TASK INPUT
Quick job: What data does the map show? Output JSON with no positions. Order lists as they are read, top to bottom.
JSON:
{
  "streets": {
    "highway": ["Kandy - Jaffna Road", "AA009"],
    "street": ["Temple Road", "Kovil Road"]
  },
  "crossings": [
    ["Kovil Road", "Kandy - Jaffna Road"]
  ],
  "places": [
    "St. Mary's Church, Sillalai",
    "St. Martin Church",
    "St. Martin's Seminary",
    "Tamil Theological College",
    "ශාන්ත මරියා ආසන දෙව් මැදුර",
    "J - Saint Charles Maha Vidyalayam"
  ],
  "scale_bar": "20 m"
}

--

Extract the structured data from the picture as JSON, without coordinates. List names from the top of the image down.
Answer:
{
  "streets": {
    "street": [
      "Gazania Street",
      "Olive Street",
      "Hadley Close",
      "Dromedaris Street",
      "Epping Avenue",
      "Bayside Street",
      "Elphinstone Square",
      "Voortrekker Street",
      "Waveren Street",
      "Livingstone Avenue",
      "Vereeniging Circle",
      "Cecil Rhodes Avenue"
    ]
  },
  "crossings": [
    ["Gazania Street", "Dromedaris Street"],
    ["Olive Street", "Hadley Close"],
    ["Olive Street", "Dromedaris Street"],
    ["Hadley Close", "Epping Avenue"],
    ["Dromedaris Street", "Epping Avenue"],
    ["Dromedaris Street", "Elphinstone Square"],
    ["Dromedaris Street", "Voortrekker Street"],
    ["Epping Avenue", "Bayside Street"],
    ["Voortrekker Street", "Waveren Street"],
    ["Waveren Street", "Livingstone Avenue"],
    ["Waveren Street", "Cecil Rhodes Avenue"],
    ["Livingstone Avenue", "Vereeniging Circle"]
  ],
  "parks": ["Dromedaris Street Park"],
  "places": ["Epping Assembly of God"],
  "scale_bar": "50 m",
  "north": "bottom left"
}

* * *

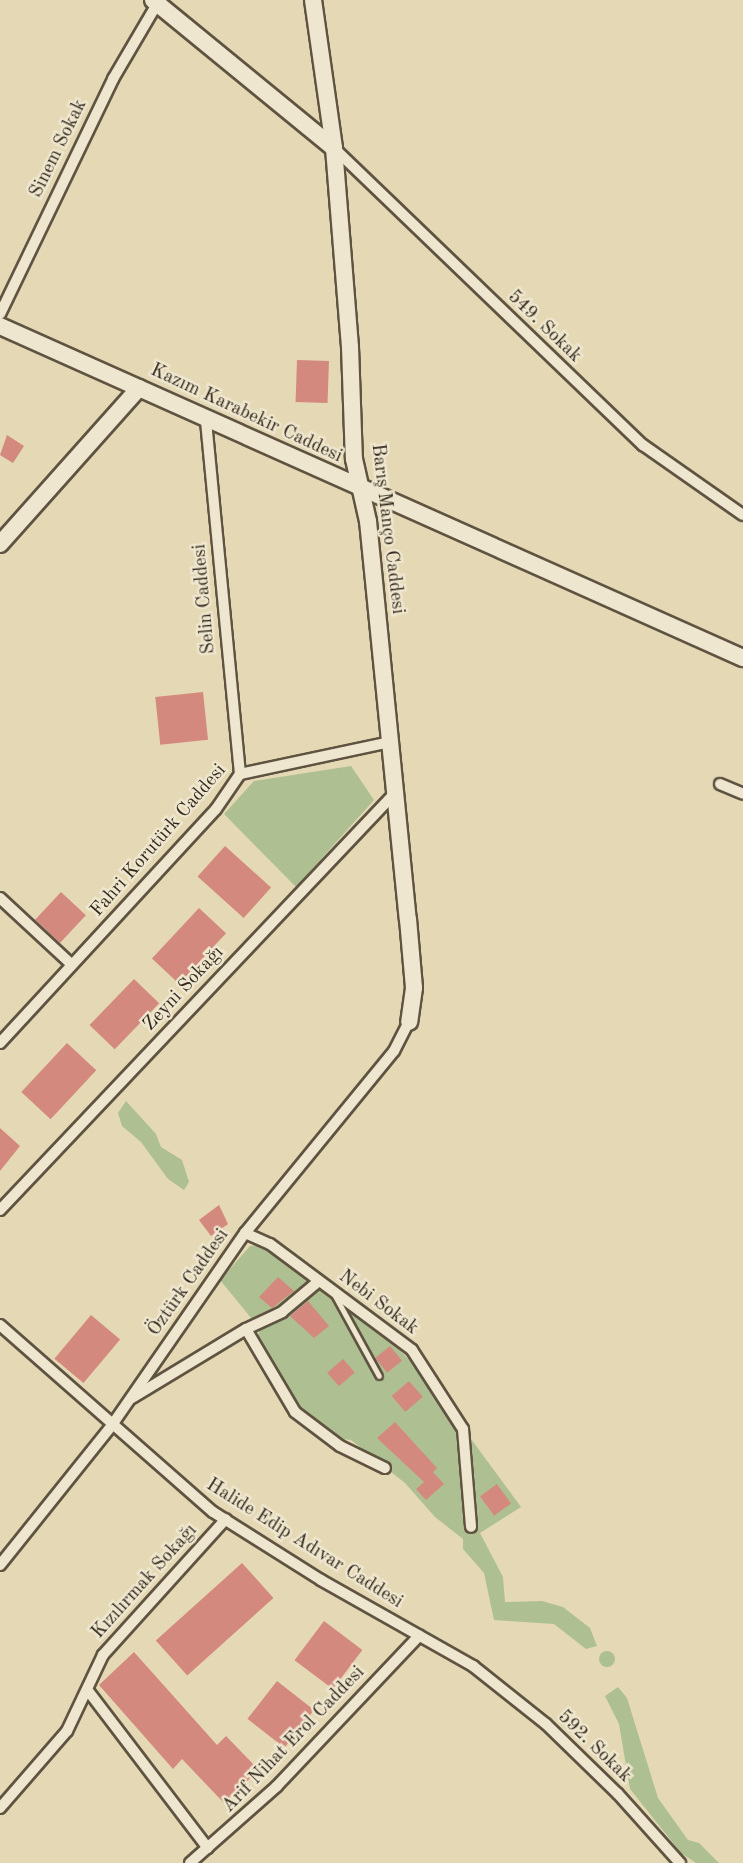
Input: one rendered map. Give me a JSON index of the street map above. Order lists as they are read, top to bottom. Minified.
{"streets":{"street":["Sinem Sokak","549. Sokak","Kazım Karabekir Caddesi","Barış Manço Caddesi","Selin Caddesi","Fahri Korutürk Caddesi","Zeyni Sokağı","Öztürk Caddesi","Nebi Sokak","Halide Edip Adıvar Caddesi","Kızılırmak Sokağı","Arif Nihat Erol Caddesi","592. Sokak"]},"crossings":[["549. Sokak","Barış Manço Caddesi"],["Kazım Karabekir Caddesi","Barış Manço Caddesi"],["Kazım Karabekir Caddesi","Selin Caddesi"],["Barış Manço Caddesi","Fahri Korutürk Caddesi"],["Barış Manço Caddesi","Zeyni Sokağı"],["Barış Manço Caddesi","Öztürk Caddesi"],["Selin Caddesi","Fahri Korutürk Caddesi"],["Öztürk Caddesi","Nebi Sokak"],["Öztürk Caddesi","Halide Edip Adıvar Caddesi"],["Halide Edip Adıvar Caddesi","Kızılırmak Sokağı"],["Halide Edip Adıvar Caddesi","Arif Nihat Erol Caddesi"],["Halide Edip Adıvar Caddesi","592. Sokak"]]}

WORK ORDER
Could you copy out every line in the listing where the word "data" appears?

OUTPUT FOR THIS EXERCISE
Quick job: What data does the map show? Output JSON with no positions. Order lists as they are read, top to bottom.
Extract the structured data from the picture as JSON, without coordinates. List names from the top of the image down.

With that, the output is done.